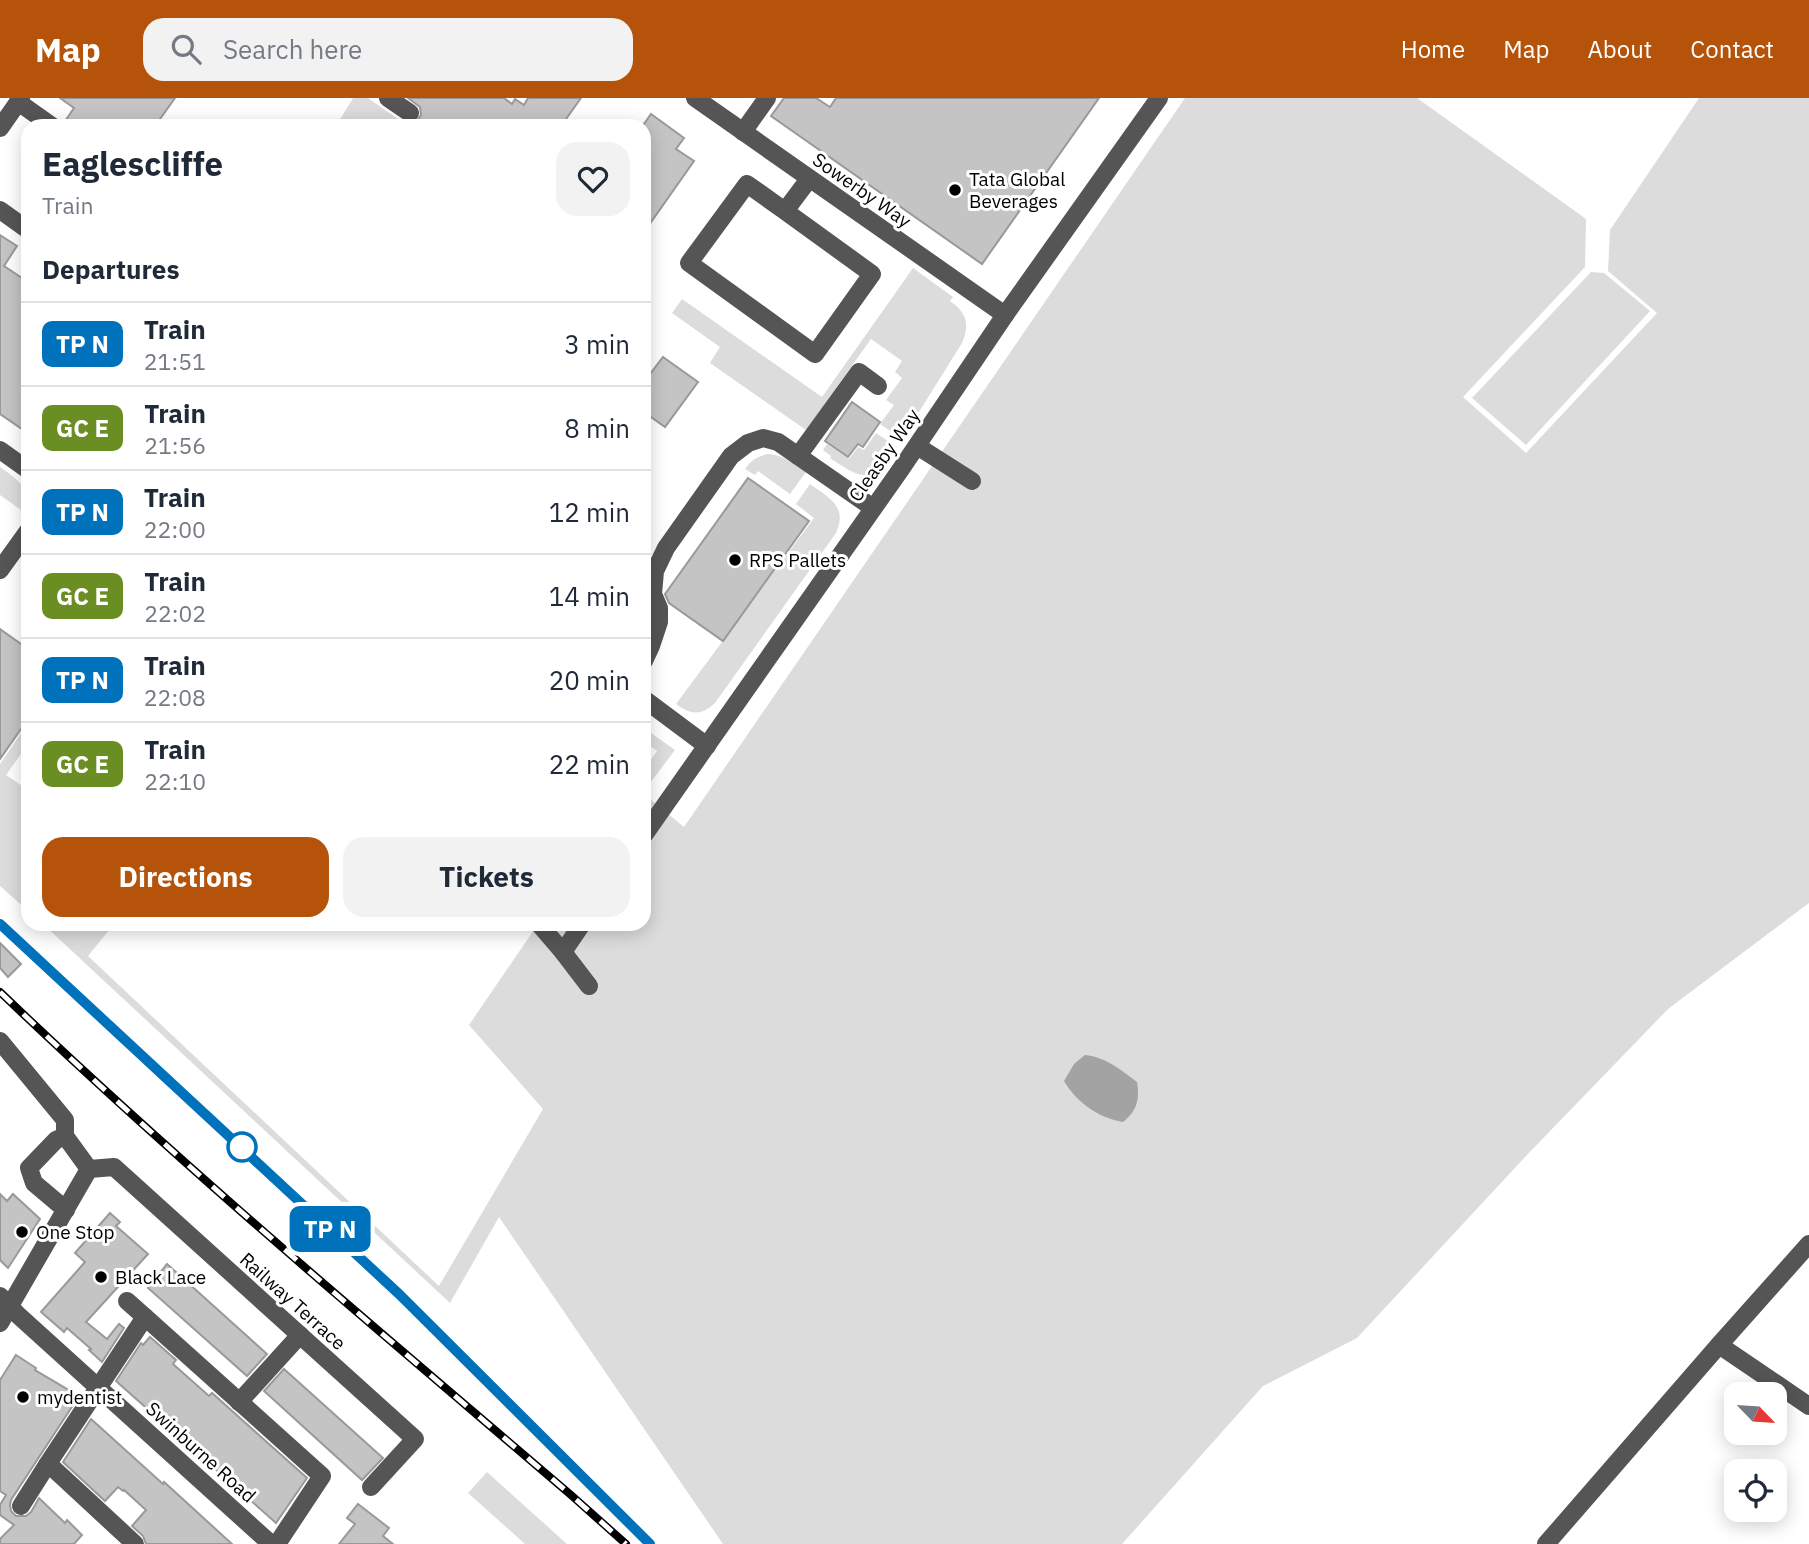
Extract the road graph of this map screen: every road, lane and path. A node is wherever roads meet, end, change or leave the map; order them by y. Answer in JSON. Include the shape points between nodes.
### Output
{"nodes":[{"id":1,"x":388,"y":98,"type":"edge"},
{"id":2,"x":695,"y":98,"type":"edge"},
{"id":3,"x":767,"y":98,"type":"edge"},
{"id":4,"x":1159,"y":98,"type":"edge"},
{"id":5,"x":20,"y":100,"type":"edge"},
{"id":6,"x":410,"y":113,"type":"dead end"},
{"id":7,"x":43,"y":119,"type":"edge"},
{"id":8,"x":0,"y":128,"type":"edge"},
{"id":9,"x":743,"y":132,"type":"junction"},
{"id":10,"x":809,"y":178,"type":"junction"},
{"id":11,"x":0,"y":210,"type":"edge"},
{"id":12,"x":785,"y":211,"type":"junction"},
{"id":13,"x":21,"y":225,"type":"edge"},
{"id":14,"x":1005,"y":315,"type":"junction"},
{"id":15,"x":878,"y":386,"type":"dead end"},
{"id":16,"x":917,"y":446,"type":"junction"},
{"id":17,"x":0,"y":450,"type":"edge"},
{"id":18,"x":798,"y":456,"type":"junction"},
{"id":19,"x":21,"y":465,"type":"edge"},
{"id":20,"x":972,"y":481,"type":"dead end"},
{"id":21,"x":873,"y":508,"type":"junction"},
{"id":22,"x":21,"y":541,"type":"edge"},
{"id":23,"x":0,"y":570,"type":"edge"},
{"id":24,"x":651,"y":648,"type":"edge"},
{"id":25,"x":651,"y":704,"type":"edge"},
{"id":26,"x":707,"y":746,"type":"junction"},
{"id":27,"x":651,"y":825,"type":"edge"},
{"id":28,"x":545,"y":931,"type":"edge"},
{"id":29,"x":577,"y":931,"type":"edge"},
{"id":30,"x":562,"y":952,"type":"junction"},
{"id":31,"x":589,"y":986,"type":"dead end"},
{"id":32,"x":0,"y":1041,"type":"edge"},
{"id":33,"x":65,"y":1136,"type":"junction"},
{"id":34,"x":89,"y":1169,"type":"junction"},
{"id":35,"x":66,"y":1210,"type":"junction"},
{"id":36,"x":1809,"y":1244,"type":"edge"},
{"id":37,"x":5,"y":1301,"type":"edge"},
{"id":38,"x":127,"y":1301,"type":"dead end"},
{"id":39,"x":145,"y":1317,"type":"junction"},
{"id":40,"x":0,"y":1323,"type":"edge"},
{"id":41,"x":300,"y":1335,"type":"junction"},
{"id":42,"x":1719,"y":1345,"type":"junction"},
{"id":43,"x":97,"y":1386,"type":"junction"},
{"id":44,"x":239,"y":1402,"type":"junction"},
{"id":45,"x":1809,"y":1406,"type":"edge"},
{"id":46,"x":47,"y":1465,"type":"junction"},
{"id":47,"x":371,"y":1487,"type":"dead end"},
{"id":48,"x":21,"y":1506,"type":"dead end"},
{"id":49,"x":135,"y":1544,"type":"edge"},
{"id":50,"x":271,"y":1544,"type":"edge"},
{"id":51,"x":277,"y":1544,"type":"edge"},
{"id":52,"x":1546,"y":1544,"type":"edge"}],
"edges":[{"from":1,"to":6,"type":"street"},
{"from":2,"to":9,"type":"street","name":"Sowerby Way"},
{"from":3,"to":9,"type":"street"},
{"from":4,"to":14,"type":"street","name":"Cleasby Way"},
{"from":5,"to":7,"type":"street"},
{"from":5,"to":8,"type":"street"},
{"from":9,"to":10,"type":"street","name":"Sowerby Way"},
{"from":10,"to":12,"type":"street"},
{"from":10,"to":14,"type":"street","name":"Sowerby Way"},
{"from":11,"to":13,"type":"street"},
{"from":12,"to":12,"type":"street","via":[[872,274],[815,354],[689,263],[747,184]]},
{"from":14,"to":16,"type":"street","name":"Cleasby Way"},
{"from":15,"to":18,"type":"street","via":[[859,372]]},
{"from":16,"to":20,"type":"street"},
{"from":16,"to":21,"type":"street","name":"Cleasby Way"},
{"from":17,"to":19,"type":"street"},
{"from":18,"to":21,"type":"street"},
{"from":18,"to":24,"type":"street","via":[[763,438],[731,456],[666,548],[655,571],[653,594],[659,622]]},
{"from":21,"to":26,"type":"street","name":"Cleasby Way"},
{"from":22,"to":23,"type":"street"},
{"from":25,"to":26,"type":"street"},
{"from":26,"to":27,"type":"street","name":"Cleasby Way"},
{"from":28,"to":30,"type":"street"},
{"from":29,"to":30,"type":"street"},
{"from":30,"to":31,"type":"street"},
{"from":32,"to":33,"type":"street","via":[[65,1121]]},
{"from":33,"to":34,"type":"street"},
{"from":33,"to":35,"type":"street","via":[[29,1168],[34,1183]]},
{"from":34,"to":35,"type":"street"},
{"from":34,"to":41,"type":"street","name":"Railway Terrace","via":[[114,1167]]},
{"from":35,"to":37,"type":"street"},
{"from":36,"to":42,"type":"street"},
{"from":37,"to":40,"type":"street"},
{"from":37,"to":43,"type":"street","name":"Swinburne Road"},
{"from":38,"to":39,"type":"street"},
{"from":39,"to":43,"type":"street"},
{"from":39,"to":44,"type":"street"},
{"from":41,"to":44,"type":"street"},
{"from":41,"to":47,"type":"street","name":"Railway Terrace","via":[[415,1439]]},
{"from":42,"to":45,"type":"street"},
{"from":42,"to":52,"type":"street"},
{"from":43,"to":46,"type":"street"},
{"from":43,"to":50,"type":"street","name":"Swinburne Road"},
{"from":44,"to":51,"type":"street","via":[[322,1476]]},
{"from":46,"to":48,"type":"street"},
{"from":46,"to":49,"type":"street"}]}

+ + + + + + +

EXERCISE: Give back every record precisely as it stands, without the images.

ANSWER BOX:
Extract the road graph of this map screen: every road, lane and path. A node is wherever roads meet, end, change or leave the map; order them by y. Answer in JSON. Include the shape points between nodes.
### Output
{"nodes":[{"id":1,"x":388,"y":98,"type":"edge"},
{"id":2,"x":695,"y":98,"type":"edge"},
{"id":3,"x":767,"y":98,"type":"edge"},
{"id":4,"x":1159,"y":98,"type":"edge"},
{"id":5,"x":20,"y":100,"type":"edge"},
{"id":6,"x":410,"y":113,"type":"dead end"},
{"id":7,"x":43,"y":119,"type":"edge"},
{"id":8,"x":0,"y":128,"type":"edge"},
{"id":9,"x":743,"y":132,"type":"junction"},
{"id":10,"x":809,"y":178,"type":"junction"},
{"id":11,"x":0,"y":210,"type":"edge"},
{"id":12,"x":785,"y":211,"type":"junction"},
{"id":13,"x":21,"y":225,"type":"edge"},
{"id":14,"x":1005,"y":315,"type":"junction"},
{"id":15,"x":878,"y":386,"type":"dead end"},
{"id":16,"x":917,"y":446,"type":"junction"},
{"id":17,"x":0,"y":450,"type":"edge"},
{"id":18,"x":798,"y":456,"type":"junction"},
{"id":19,"x":21,"y":465,"type":"edge"},
{"id":20,"x":972,"y":481,"type":"dead end"},
{"id":21,"x":873,"y":508,"type":"junction"},
{"id":22,"x":21,"y":541,"type":"edge"},
{"id":23,"x":0,"y":570,"type":"edge"},
{"id":24,"x":651,"y":648,"type":"edge"},
{"id":25,"x":651,"y":704,"type":"edge"},
{"id":26,"x":707,"y":746,"type":"junction"},
{"id":27,"x":651,"y":825,"type":"edge"},
{"id":28,"x":545,"y":931,"type":"edge"},
{"id":29,"x":577,"y":931,"type":"edge"},
{"id":30,"x":562,"y":952,"type":"junction"},
{"id":31,"x":589,"y":986,"type":"dead end"},
{"id":32,"x":0,"y":1041,"type":"edge"},
{"id":33,"x":65,"y":1136,"type":"junction"},
{"id":34,"x":89,"y":1169,"type":"junction"},
{"id":35,"x":66,"y":1210,"type":"junction"},
{"id":36,"x":1809,"y":1244,"type":"edge"},
{"id":37,"x":5,"y":1301,"type":"edge"},
{"id":38,"x":127,"y":1301,"type":"dead end"},
{"id":39,"x":145,"y":1317,"type":"junction"},
{"id":40,"x":0,"y":1323,"type":"edge"},
{"id":41,"x":300,"y":1335,"type":"junction"},
{"id":42,"x":1719,"y":1345,"type":"junction"},
{"id":43,"x":97,"y":1386,"type":"junction"},
{"id":44,"x":239,"y":1402,"type":"junction"},
{"id":45,"x":1809,"y":1406,"type":"edge"},
{"id":46,"x":47,"y":1465,"type":"junction"},
{"id":47,"x":371,"y":1487,"type":"dead end"},
{"id":48,"x":21,"y":1506,"type":"dead end"},
{"id":49,"x":135,"y":1544,"type":"edge"},
{"id":50,"x":271,"y":1544,"type":"edge"},
{"id":51,"x":277,"y":1544,"type":"edge"},
{"id":52,"x":1546,"y":1544,"type":"edge"}],
"edges":[{"from":1,"to":6,"type":"street"},
{"from":2,"to":9,"type":"street","name":"Sowerby Way"},
{"from":3,"to":9,"type":"street"},
{"from":4,"to":14,"type":"street","name":"Cleasby Way"},
{"from":5,"to":7,"type":"street"},
{"from":5,"to":8,"type":"street"},
{"from":9,"to":10,"type":"street","name":"Sowerby Way"},
{"from":10,"to":12,"type":"street"},
{"from":10,"to":14,"type":"street","name":"Sowerby Way"},
{"from":11,"to":13,"type":"street"},
{"from":12,"to":12,"type":"street","via":[[872,274],[815,354],[689,263],[747,184]]},
{"from":14,"to":16,"type":"street","name":"Cleasby Way"},
{"from":15,"to":18,"type":"street","via":[[859,372]]},
{"from":16,"to":20,"type":"street"},
{"from":16,"to":21,"type":"street","name":"Cleasby Way"},
{"from":17,"to":19,"type":"street"},
{"from":18,"to":21,"type":"street"},
{"from":18,"to":24,"type":"street","via":[[763,438],[731,456],[666,548],[655,571],[653,594],[659,622]]},
{"from":21,"to":26,"type":"street","name":"Cleasby Way"},
{"from":22,"to":23,"type":"street"},
{"from":25,"to":26,"type":"street"},
{"from":26,"to":27,"type":"street","name":"Cleasby Way"},
{"from":28,"to":30,"type":"street"},
{"from":29,"to":30,"type":"street"},
{"from":30,"to":31,"type":"street"},
{"from":32,"to":33,"type":"street","via":[[65,1121]]},
{"from":33,"to":34,"type":"street"},
{"from":33,"to":35,"type":"street","via":[[29,1168],[34,1183]]},
{"from":34,"to":35,"type":"street"},
{"from":34,"to":41,"type":"street","name":"Railway Terrace","via":[[114,1167]]},
{"from":35,"to":37,"type":"street"},
{"from":36,"to":42,"type":"street"},
{"from":37,"to":40,"type":"street"},
{"from":37,"to":43,"type":"street","name":"Swinburne Road"},
{"from":38,"to":39,"type":"street"},
{"from":39,"to":43,"type":"street"},
{"from":39,"to":44,"type":"street"},
{"from":41,"to":44,"type":"street"},
{"from":41,"to":47,"type":"street","name":"Railway Terrace","via":[[415,1439]]},
{"from":42,"to":45,"type":"street"},
{"from":42,"to":52,"type":"street"},
{"from":43,"to":46,"type":"street"},
{"from":43,"to":50,"type":"street","name":"Swinburne Road"},
{"from":44,"to":51,"type":"street","via":[[322,1476]]},
{"from":46,"to":48,"type":"street"},
{"from":46,"to":49,"type":"street"}]}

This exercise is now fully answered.